- Directed by: Daniele Luchetti
- Screenplay by: Daniele Luchetti Francesco Piccolo
- Produced by: Indiana Production Vision Distribution
- Starring: Elio Germano; Federica Rosellini; Vittoria Puccini; Pilar Fogliati; Isabella Ferrari;
- Cinematography: Ivan Casalgrandi
- Edited by: Ael Dallier Vega
- Music by: Thom Yorke
- Release date: April 24, 2024 (International Film Festival Rotterdam);
- Running time: 136 minutes
- Country: Italy
- Language: Italian

= Confidenza =

2024 Italian film

Confidenza (English: Trust) is a 2024 Italian thriller film co-written and directed by Daniele Luchetti. It is an adaptation of Domenico Starnone's 2019 novel of the same name.

==Plot==
A teacher reveals a terrible secret to a former student he is romantically involved with. The secret has the potential to destroy his life, forging a life-long bond between them.
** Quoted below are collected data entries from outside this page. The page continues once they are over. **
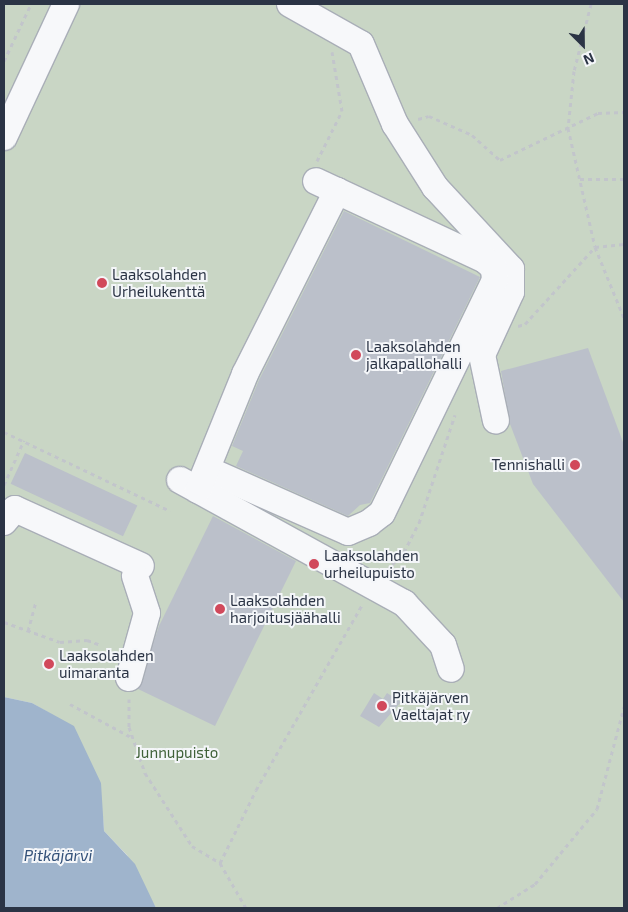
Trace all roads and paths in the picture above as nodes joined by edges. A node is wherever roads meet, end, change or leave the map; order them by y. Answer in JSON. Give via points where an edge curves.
{"nodes":[{"id":1,"x":31,"y":4,"type":"edge"},
{"id":2,"x":66,"y":4,"type":"edge"},
{"id":3,"x":290,"y":4,"type":"edge"},
{"id":4,"x":591,"y":4,"type":"edge"},
{"id":5,"x":331,"y":48,"type":"dead end"},
{"id":6,"x":4,"y":61,"type":"edge"},
{"id":7,"x":624,"y":112,"type":"edge"},
{"id":8,"x":395,"y":124,"type":"junction"},
{"id":9,"x":568,"y":128,"type":"junction"},
{"id":10,"x":4,"y":137,"type":"edge"},
{"id":11,"x":580,"y":179,"type":"junction"},
{"id":12,"x":624,"y":179,"type":"edge"},
{"id":13,"x":322,"y":180,"type":"junction"},
{"id":14,"x":624,"y":244,"type":"edge"},
{"id":15,"x":595,"y":247,"type":"junction"},
{"id":16,"x":624,"y":318,"type":"edge"},
{"id":17,"x":493,"y":332,"type":"junction"},
{"id":18,"x":458,"y":408,"type":"dead end"},
{"id":19,"x":496,"y":421,"type":"dead end"},
{"id":20,"x":4,"y":432,"type":"edge"},
{"id":21,"x":24,"y":440,"type":"junction"},
{"id":22,"x":195,"y":480,"type":"junction"},
{"id":23,"x":4,"y":485,"type":"edge"},
{"id":24,"x":170,"y":511,"type":"dead end"},
{"id":25,"x":4,"y":522,"type":"edge"},
{"id":26,"x":372,"y":586,"type":"junction"},
{"id":27,"x":36,"y":602,"type":"dead end"},
{"id":28,"x":4,"y":622,"type":"edge"},
{"id":29,"x":29,"y":628,"type":"junction"},
{"id":30,"x":101,"y":645,"type":"dead end"},
{"id":31,"x":451,"y":669,"type":"dead end"},
{"id":32,"x":129,"y":678,"type":"joint"},
{"id":33,"x":70,"y":704,"type":"dead end"},
{"id":34,"x":624,"y":707,"type":"edge"},
{"id":35,"x":132,"y":738,"type":"junction"},
{"id":36,"x":220,"y":863,"type":"junction"},
{"id":37,"x":246,"y":908,"type":"edge"},
{"id":38,"x":497,"y":908,"type":"edge"}],
"edges":[{"from":1,"to":6,"type":"path"},
{"from":2,"to":10,"type":"lane"},
{"from":3,"to":8,"type":"lane","via":[[361,44]]},
{"from":4,"to":9,"type":"path","via":[[574,71]]},
{"from":5,"to":13,"type":"path","via":[[342,111]]},
{"from":7,"to":9,"type":"path","via":[[598,113]]},
{"from":8,"to":9,"type":"path","via":[[430,116],[472,135],[500,160]]},
{"from":8,"to":17,"type":"lane","via":[[435,187],[510,269],[512,292]]},
{"from":9,"to":11,"type":"path"},
{"from":11,"to":12,"type":"path"},
{"from":11,"to":15,"type":"path"},
{"from":13,"to":22,"type":"lane","via":[[245,374]]},
{"from":13,"to":22,"type":"lane","via":[[485,260],[494,268],[495,280],[382,512],[369,524],[348,532]]},
{"from":14,"to":15,"type":"path"},
{"from":15,"to":16,"type":"path"},
{"from":15,"to":17,"type":"path","via":[[525,324]]},
{"from":17,"to":19,"type":"lane","via":[[482,355]]},
{"from":18,"to":26,"type":"path","via":[[419,523],[404,552]]},
{"from":20,"to":21,"type":"path"},
{"from":21,"to":23,"type":"path"},
{"from":21,"to":24,"type":"path"},
{"from":22,"to":26,"type":"lane"},
{"from":25,"to":32,"type":"lane","via":[[15,508],[138,571],[147,613]]},
{"from":26,"to":31,"type":"lane","via":[[404,603],[426,625],[443,645]]},
{"from":26,"to":36,"type":"path","via":[[256,790]]},
{"from":27,"to":29,"type":"path"},
{"from":28,"to":29,"type":"path"},
{"from":29,"to":30,"type":"path","via":[[60,642],[87,640]]},
{"from":32,"to":35,"type":"path"},
{"from":33,"to":35,"type":"path"},
{"from":34,"to":38,"type":"path","via":[[597,809],[535,884]]},
{"from":35,"to":36,"type":"path","via":[[145,773],[179,828],[192,846]]},
{"from":36,"to":37,"type":"path"}]}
After they part ways, however, their bond persists, even in the wake of the teacher's professional success and his marriage.

==Cast==
- Elio Germano as Pietro
- Federica Rosellini as Teresa
- Vittoria Puccini as Nadia
- Pilar Fogliati as Emma
- Isabella Ferrari as Tilde
- Roberto Latini as Marcello
- Luca Gallone as Franchino Gilara
- Giordano De Plano as Itrò
- Bruno Orlando as Claudio Petrini
- Elena Bouryka as Giovanna

==Release==
The film had its world premiere in the International Film Festival Rotterdam.

==Soundtrack==
The film's music was composed by Thom Yorke, with orchestration by Hugh Brunt. It includes performances by Yorke, the London Contemporary Orchestra, and a jazz ensemble that includes Tom Herbert, Tom Skinner, Byron Wallen, Pete Wareham and others. The soundtrack was released as Confidenza: Music for the Film by Daniele Luchetti on 26 April 2024 through XL Recordings.